>>>>>
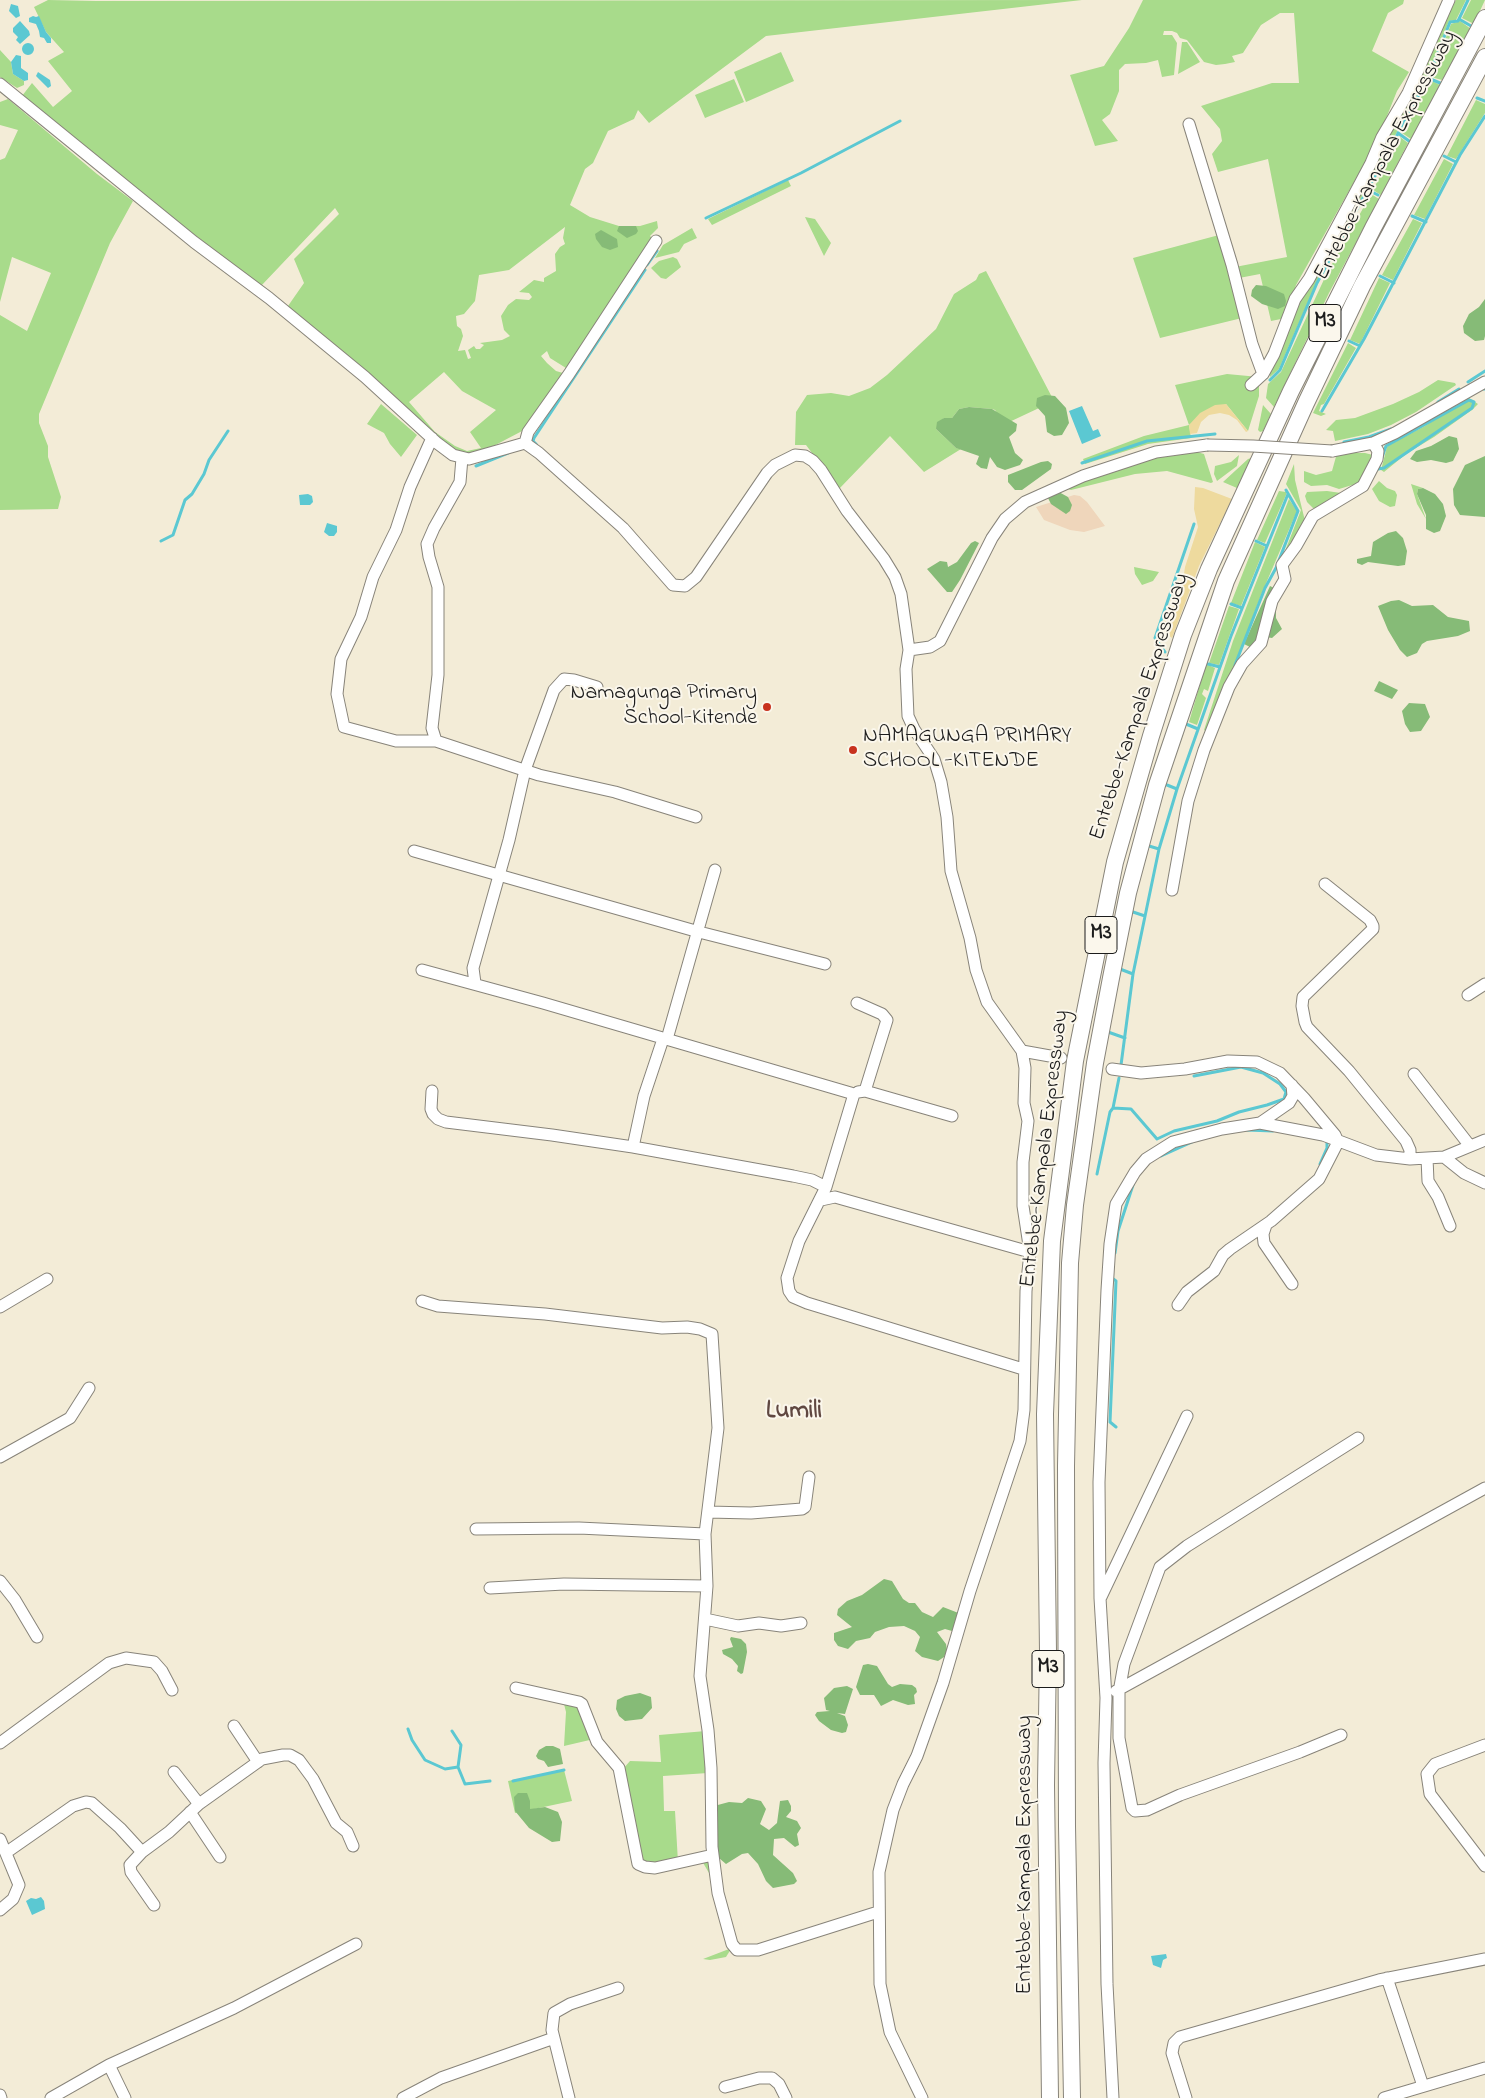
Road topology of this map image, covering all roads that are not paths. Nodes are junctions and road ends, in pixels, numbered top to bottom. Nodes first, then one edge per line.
1 (1449, 0) edge
2 (1485, 18) edge
3 (1485, 57) edge
4 (0, 84) edge
5 (1190, 124) dead end
6 (656, 241) dead end
7 (1263, 374) junction
8 (1485, 382) edge
9 (1251, 385) dead end
10 (432, 438) junction
11 (525, 443) junction
12 (1373, 443) junction
13 (462, 458) junction
14 (909, 650) junction
15 (596, 687) dead end
16 (436, 742) junction
17 (525, 770) junction
18 (696, 817) dead end
19 (414, 851) dead end
20 (715, 870) dead end
21 (500, 875) junction
22 (1325, 884) dead end
23 (1172, 890) dead end
24 (699, 932) junction
25 (825, 964) dead end
26 (422, 970) dead end
27 (475, 983) junction
28 (1485, 984) edge
29 (1468, 995) dead end
30 (857, 1004) dead end
31 (665, 1039) junction
32 (1022, 1051) junction
33 (1061, 1058) dead end
34 (1112, 1069) dead end
35 (1414, 1074) dead end
36 (1292, 1085) junction
37 (432, 1091) dead end
38 (859, 1092) junction
39 (952, 1116) dead end
40 (1260, 1123) junction
41 (1485, 1140) edge
42 (1338, 1142) junction
43 (1470, 1146) junction
44 (633, 1148) junction
45 (1444, 1157) junction
46 (1427, 1158) junction
47 (1410, 1159) junction
48 (1485, 1183) edge
49 (826, 1187) junction
50 (821, 1200) junction
51 (1266, 1225) junction
52 (1450, 1226) dead end
53 (1030, 1252) junction
54 (47, 1279) dead end
55 (1292, 1284) dead end
56 (422, 1301) dead end
57 (1178, 1305) dead end
58 (0, 1307) edge
59 (1023, 1369) junction
60 (89, 1388) dead end
61 (1187, 1416) dead end
62 (1358, 1438) dead end
63 (0, 1456) edge
64 (809, 1477) dead end
65 (1485, 1488) edge
66 (708, 1512) junction
67 (476, 1529) dead end
68 (705, 1534) junction
69 (0, 1581) edge
70 (707, 1586) junction
71 (490, 1588) dead end
72 (1100, 1598) junction
73 (705, 1619) junction
74 (802, 1623) dead end
75 (37, 1637) dead end
76 (516, 1688) dead end
77 (1120, 1688) junction
78 (172, 1690) dead end
79 (1106, 1698) junction
80 (234, 1726) dead end
81 (1341, 1735) dead end
82 (0, 1743) edge
83 (1485, 1745) edge
84 (258, 1762) junction
85 (174, 1772) dead end
86 (199, 1804) junction
87 (190, 1812) junction
88 (0, 1839) edge
89 (353, 1846) dead end
90 (7, 1852) junction
91 (142, 1852) junction
92 (713, 1855) junction
93 (220, 1857) dead end
94 (1485, 1866) edge
95 (154, 1905) dead end
96 (0, 1910) edge
97 (878, 1912) junction
98 (356, 1944) dead end
99 (1485, 1959) edge
100 (1387, 1978) junction
101 (618, 1988) dead end
102 (554, 2038) junction
103 (109, 2065) junction
104 (1485, 2068) edge
105 (1423, 2086) junction
106 (725, 2088) dead end
107 (51, 2098) edge
108 (125, 2098) edge
109 (403, 2098) edge
110 (568, 2098) edge
111 (786, 2098) edge
112 (922, 2098) edge
113 (1050, 2098) edge
114 (1072, 2098) edge
115 (1113, 2098) edge
116 (1186, 2098) edge
117 (1384, 2098) edge

1 - 7 street
2 - 113 highway, Entebbe-Kampala Expressway / M3
3 - 114 highway, Entebbe-Kampala Expressway / M3
4 - 10 street
5 - 7 street
6 - 11 street
7 - 9 street
8 - 12 street
10 - 13 street
10 - 16 street
11 - 13 street
11 - 14 street
12 - 14 street, bridge
12 - 23 street
13 - 16 street
14 - 32 street
15 - 17 street
16 - 17 street
17 - 18 street
17 - 21 street
19 - 21 street
20 - 24 street
21 - 24 street
21 - 27 street
22 - 47 street
24 - 25 street
24 - 31 street
26 - 27 street
27 - 31 street
28 - 29 street
30 - 38 street
31 - 38 street
31 - 44 street
32 - 33 street
32 - 53 street
34 - 36 street
35 - 43 street
36 - 40 street
36 - 42 street
37 - 44 street
38 - 39 street
38 - 49 street
40 - 42 street
40 - 72 street
41 - 43 street
42 - 47 street
42 - 51 street
43 - 45 street
44 - 49 street
45 - 46 street
45 - 48 street
46 - 47 street
46 - 52 street
49 - 50 street
50 - 53 street
50 - 59 street
51 - 55 street
51 - 57 street
53 - 59 street
54 - 58 street
56 - 66 street
59 - 97 street
60 - 63 street
61 - 72 street
62 - 77 street
64 - 66 street
65 - 77 street
66 - 68 street
67 - 68 street
68 - 70 street
69 - 75 street
70 - 71 street
70 - 73 street
72 - 79 street
73 - 74 street
73 - 92 street
76 - 92 street
77 - 79 street
77 - 81 street
78 - 82 street
79 - 115 street
80 - 84 street
83 - 94 street
84 - 86 street
84 - 89 street
85 - 86 street
86 - 87 street
87 - 91 street
87 - 93 street
88 - 90 street
90 - 91 street
90 - 96 street
91 - 95 street
92 - 97 street
97 - 112 street
98 - 103 street
99 - 100 street
100 - 105 street
100 - 116 street
101 - 102 street
102 - 109 street
102 - 110 street
103 - 107 street
103 - 108 street
104 - 105 street
105 - 117 street
106 - 111 street

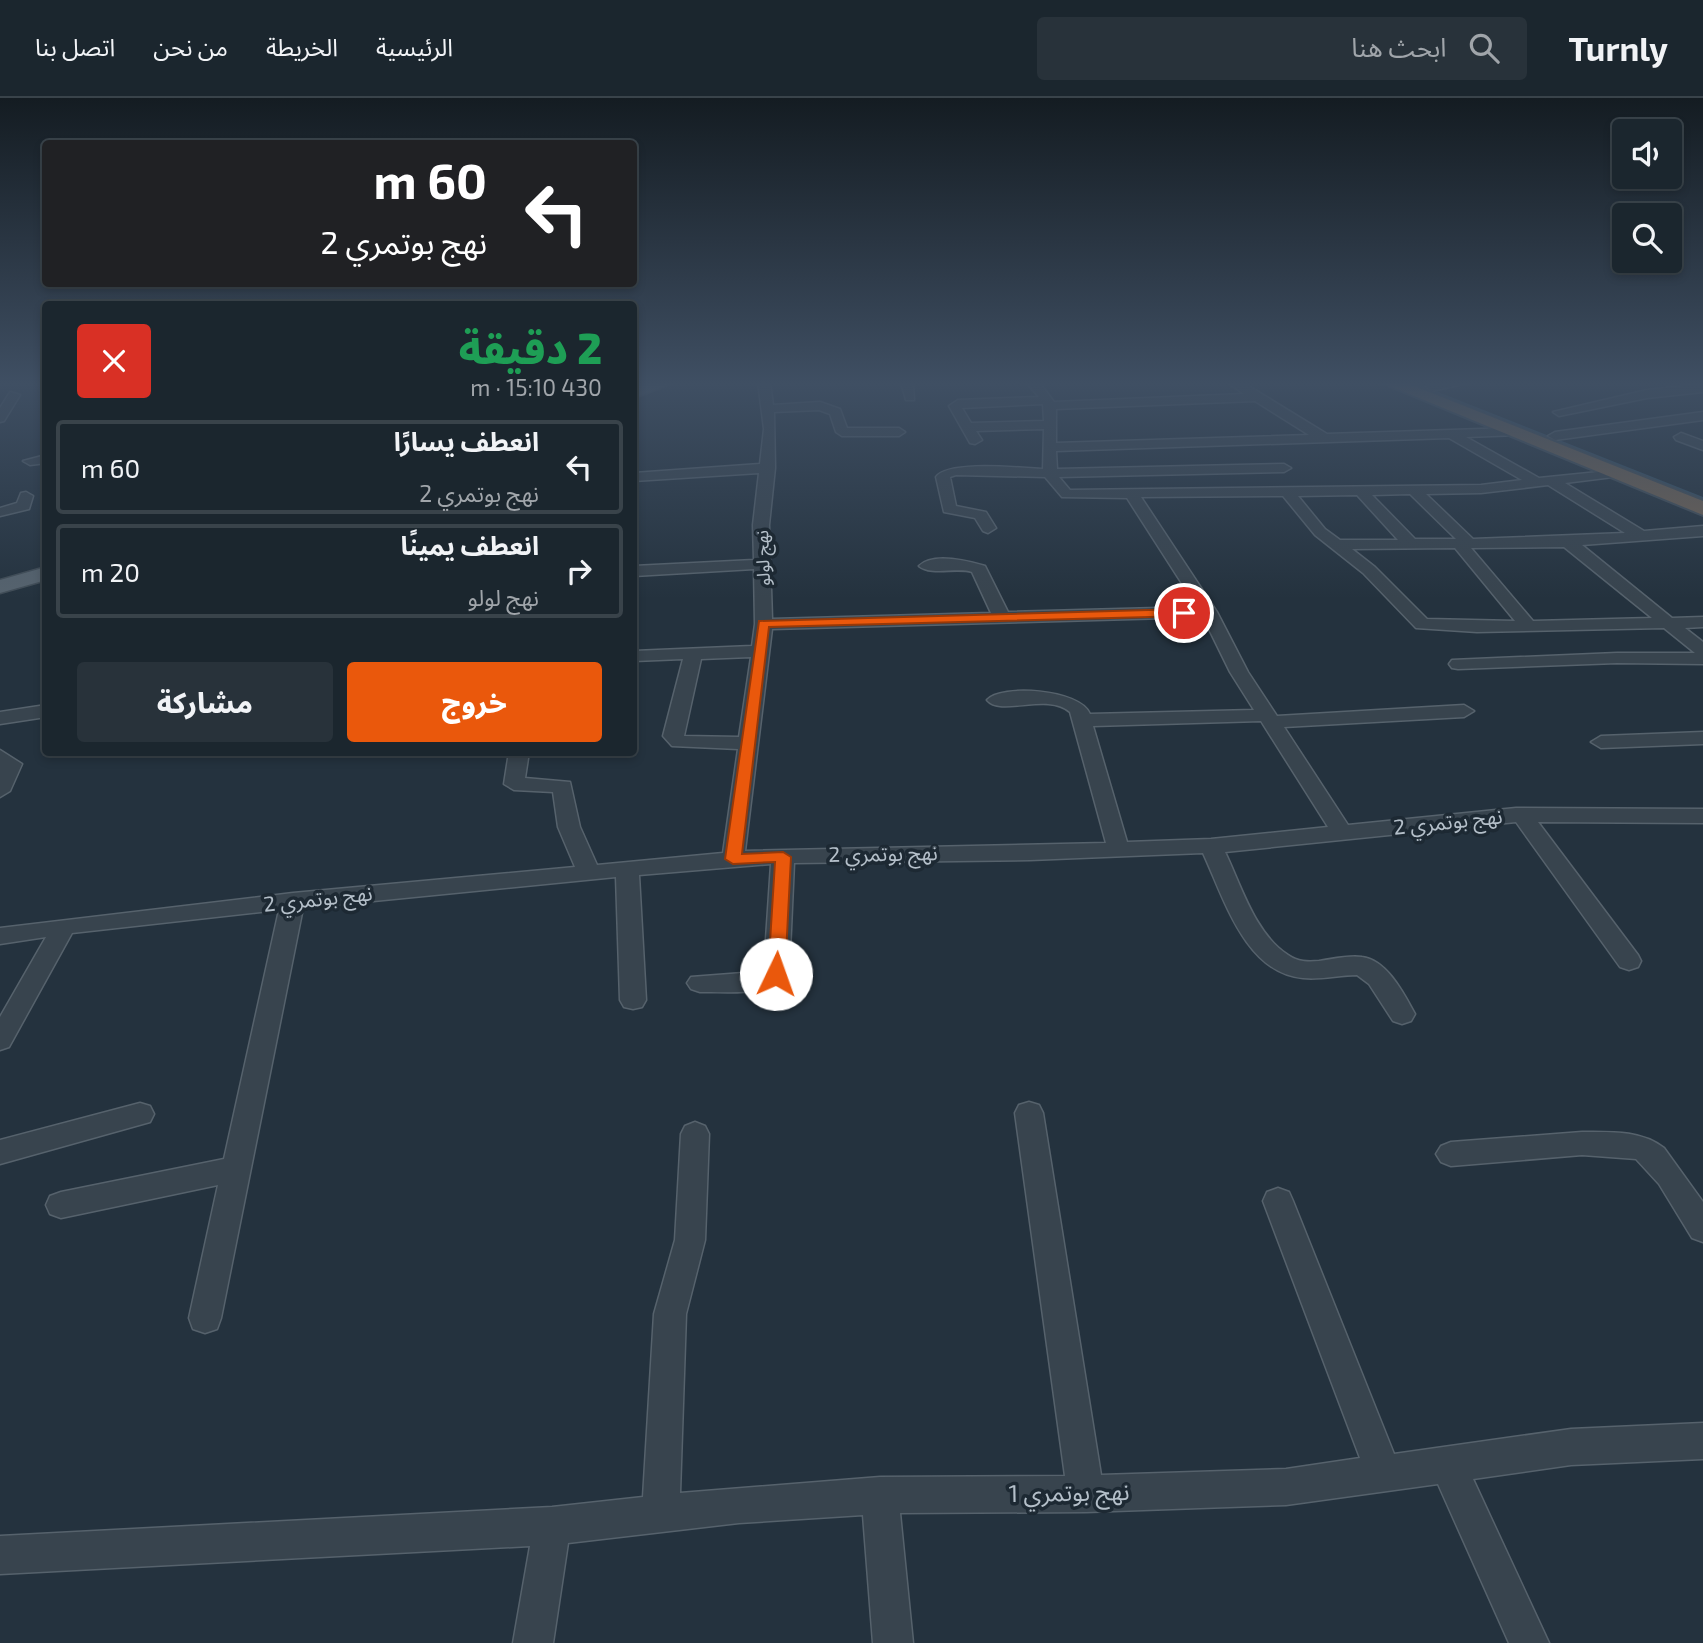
<<<<<
Task item>
In the material above, find each line containing the word "Kampala" and copy it.

Exercise response>
2 - 113 highway, Entebbe-Kampala Expressway / M3
3 - 114 highway, Entebbe-Kampala Expressway / M3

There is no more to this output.